In case you are wondering why there was no President’s Day issue of MDDP, its becasue even though some people don’t feel like you should take off in honor of the Presidents of the United States, MDDP does feel like you should. What I did on President’s day (during my lunch hour) was visit this site. I later composed the text below, but I’ve had so many things to post, we’re just getting to it now.
Many of the area’s forts came into and out of service within the same century. One fort stands out as a location that, due to its geography, was built, destroyed, rebuilt, refurbished, and then reused between the early 1800’s and the mid twentieth century.
That fort is Fort Washington, located in PG county along the Potomac, just opposite Mt. Vernon.
The Fort was never used during the battle of 1812. As the British Army made their way through PG county to take DC, the Navy sailed up the Potomac to take Alexandria, VA. The commander of the fort at the time (then called Ft. Warburton) burned the fort rather than have it taken by the British.
The brick structure you see was constructed starting less than a month after that. By 1824 it was finished, though the original architect (Pierre L’enfant) was fired and it was finished and built by Walker Armistead.

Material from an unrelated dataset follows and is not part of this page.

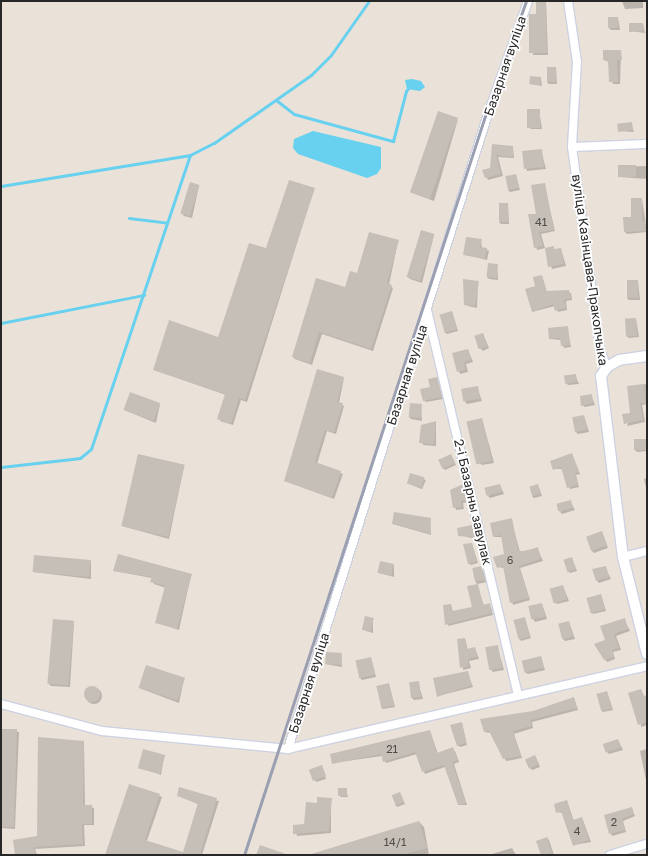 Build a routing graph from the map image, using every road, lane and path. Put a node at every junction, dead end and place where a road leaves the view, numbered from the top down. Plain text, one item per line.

Later, during the civil war you can imagine the position that the Army was in as they decided what to do with the fort. It was unused for most of the time leading up to the war, but it had guns that faced Virginia and it backed onto a county known to be filled with southern sympathizers. Eventually it was manned by the Army and then Marines, though its significance as a protector of DC diminished as the Army built new forts around the district.
Then in the 1880’s concrete weapon embankments similar to these were placed along the outsides of the 1824 fort.
During the Spanish American war, this fort actually commanded the mine fields that were laid in the Potomac, as unbelievable as that may be for us to think about today.
Finally some of the guns were taken away as the First World War was waged so that they could be placed further south along the bay in Virginia and other locations. In the 1940’s it was turned into a officer training school during WWII.
Today it is a park, and quite a beautiful one too. It certainly commands one of the best views there is of the Potomac south of DC.